Device Insight can determine when and where a device as accessed the network, what the device is and what its IP and MAC addresses are, and then determine the policies that should surround it, such what it can and can’t access on the network. The product can identify the device’s maker, location, ports that are being used and the amount of traffic being generated by it.
Managed Through Single Pane of Glass
It also can react if the device causes a problem on the network. The company’s Data Science Laboratory developed technology that leverages custom-built deep-packet inspection to create behavior profiles that allow for fingerprinting of devices, they said. All of it is managed through a single pane of glass.
Enterprises can use Device Insight with ClearPass Policy Manager and Aruba’s Dynamic Segmentation security technologies to automate authentication and policy enforcement for the connected devices as well as remove the device if it acts in a way that threatens security.
According to Brandon Butler, senior analyst with IDC, the Device Insight capabilities makes sense at a time when so many devices are accessing the network.
“To do any kind of security with the network, you need to understand what’s on the network,” Butler told eWEEK.
Aruba also is expanding its lineup of 802.11ax access points to help enterprise embrace IoT through a converged network that includes integrated support for WiFi 6, Bluetooth 5 and Zigbee protocols, which company officials said will enable enterprises to connect with 74 percent of IoT devices.
IoT Devices Stay Inactive Until They Transmit Data
The company in November launched its 510 Series access points, and at the show here unveiled the 530 and 500 Series APs. They simplify network management by eliminating the need for IoT gateways through the integrated support for the various protocols. In addition, the support for WiFi 6 means faster and more reliable connectivity for IoT devices and well as better battery life. The protocol enables IoT devices to stay inactive until they need to transmit data.
Aruba last summer announced its SD-Branch offering, part of its Aruba Central cloud-based network management solution. It’s the company’s first steps into the fast-growing SD-WAN market, which has been growing over the past several years and includes such rivals as Cisco Systems and VMware. SD-WAN essentially offers a complement to Multi-Protocol Layer Switching (MPLS), enabling enterprises to use less expensive and less complex broadband or other transport modes to move data and applications between the branch and the cloud and data center.
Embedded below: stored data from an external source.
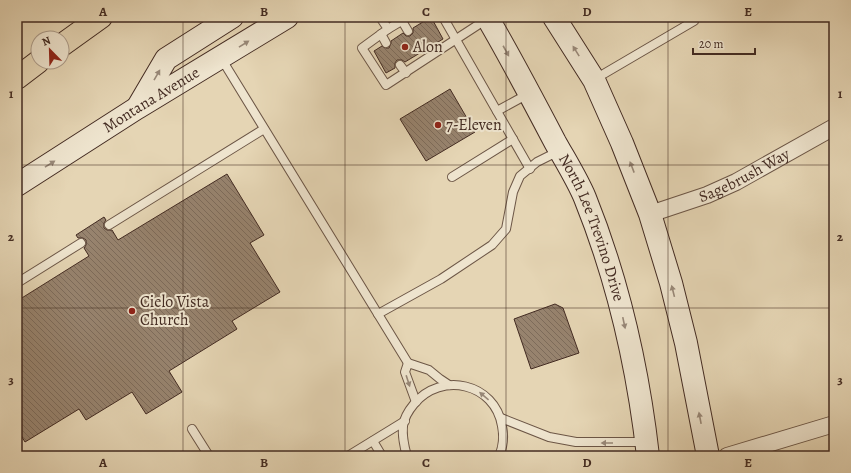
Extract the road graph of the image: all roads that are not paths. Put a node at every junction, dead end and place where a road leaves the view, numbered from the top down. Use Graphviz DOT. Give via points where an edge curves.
graph roads {
  1 [pos="101,17"];
  2 [pos="232,17"];
  3 [pos="287,17"];
  4 [pos="380,17"];
  5 [pos="443,17"];
  6 [pos="554,17"];
  7 [pos="692,17"];
  8 [pos="487,18"];
  9 [pos="405,19"];
  10 [pos="388,30"];
  11 [pos="408,30"];
  12 [pos="381,34"];
  13 [pos="70,39"];
  14 [pos="456,39"];
  15 [pos="386,44"];
  16 [pos="221,58"];
  17 [pos="400,64"];
  18 [pos="30,68"];
  19 [pos="406,72"];
  20 [pos="17,78"];
  21 [pos="594,80"];
  22 [pos="530,93"];
  23 [pos="137,108"];
  24 [pos="497,111"];
  25 [pos="834,127"];
  26 [pos="264,129"];
  27 [pos="513,139"];
  28 [pos="560,150"];
  29 [pos="530,169"];
  30 [pos="452,177"];
  31 [pos="17,185"];
  32 [pos="650,214"];
  33 [pos="109,225"];
  34 [pos="81,243"];
  35 [pos="17,283"];
  36 [pos="378,314"];
  37 [pos="408,363"];
  38 [pos="450,385"];
  39 [pos="416,402"];
  40 [pos="501,418"];
  41 [pos="405,421"];
  42 [pos="834,424"];
  43 [pos="192,429"];
  44 [pos="373,441"];
  45 [pos="647,449"];
  46 [pos="208,456"];
  47 [pos="348,456"];
  48 [pos="382,456"];
  49 [pos="407,456"];
  50 [pos="498,456"];
  51 [pos="708,456"];
  52 [pos="727,456"];
  1 -- 13 [label="highway"];
  23 -- 2 [label="main road, one-way" via="166,59"];
  16 -- 3 [label="main road, Montana Avenue, one-way"];
  4 -- 10 [label="lane"];
  5 -- 14 [label="lane"];
  21 -- 6 [label="main road, one-way"];
  7 -- 21 [label="lane" via="694,22"];
  8 -- 14 [label="lane"];
  8 -- 22 [label="main road, North Lee Trevino Drive, one-way"];
  9 -- 10 [label="lane"];
  9 -- 11 [label="lane"];
  10 -- 12 [label="lane"];
  12 -- 15 [label="lane"];
  12 -- 19 [label="lane" via="362,48 382,79 386,85"];
  14 -- 19 [label="lane" via="424,55"];
  14 -- 24 [label="lane"];
  16 -- 23 [label="main road, Montana Avenue"];
  16 -- 26 [label="lane"];
  17 -- 19 [label="lane"];
  18 -- 20 [label="highway"];
  32 -- 21 [label="main road, one-way"];
  22 -- 24 [label="lane"];
  22 -- 28 [label="main road, North Lee Trevino Drive"];
  31 -- 23 [label="main road, Montana Avenue, one-way"];
  24 -- 27 [label="lane"];
  25 -- 32 [label="street, Sagebrush Way" via="736,182 707,195"];
  26 -- 33 [label="lane"];
  26 -- 36 [label="lane"];
  27 -- 29 [label="lane"];
  27 -- 30 [label="lane"];
  28 -- 29 [label="lane" via="537,162"];
  28 -- 45 [label="main road, North Lee Trevino Drive, one-way" via="584,197 604,248 622,311"];
  29 -- 36 [label="lane" via="520,176 513,192 506,229 492,245 441,279"];
  51 -- 32 [label="main road, one-way" via="686,343"];
  34 -- 35 [label="lane"];
  36 -- 37 [label="lane"];
  37 -- 38 [label="lane" via="429,370"];
  37 -- 39 [label="lane, one-way" via="406,372"];
  38 -- 39 [label="lane" via="433,389"];
  40 -- 38 [label="lane, one-way" via="493,404 481,393 466,386"];
  39 -- 41 [label="lane" via="409,410"];
  45 -- 40 [label="lane, one-way" via="549,437"];
  40 -- 50 [label="lane" via="504,434"];
  41 -- 44 [label="lane"];
  41 -- 49 [label="lane" via="403,442"];
  42 -- 52 [label="street"];
  43 -- 46 [label="lane"];
  44 -- 47 [label="lane"];
  44 -- 48 [label="lane"];
}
However, SD-Branch expands beyond simply the transport mode to include the WAN and the LAN—from using contextual information about the devices and users to enhance the experience on the WAN to enabling automated policy enforcement. IDC’s Butler said extending the capabilities from the campus to include the WAN and LAN better addresses enterprises needs at the branch than simple SD-WAN solutions.
In addition, Aruba’s relatively late entrance into the SD-WAN market shouldn’t be a setback, he said. IDC expects the market to grow from $1.3 billion last year to $4.5 billion by 2022, so it’s still in its early stages.
MultiCare is a health-care company with eight hospitals throughout Washington and more than 18,000 employees. The organization has Aruba wireless networking throughout most of sites and began testing SD-Branch at some of them about three months ago, according to Jason Kulman, network services analyst for MultiCare.
Like most health-care organizations, MultiCare has a lot of connected medical devices that are critical to patient care that can’t go down, Kulman told eWEEK. In a typical networking environment, if there is problem with the internet service provider, network connectivity can be lost. SD-Branch protects against that by enabling traffic to move through another path, such as broadband.
In addition, SD-Branch gives MultiCare “the ability to offload the guest traffic off the WAN circuit and onto the broadband,” he said, which is good for both performance and security.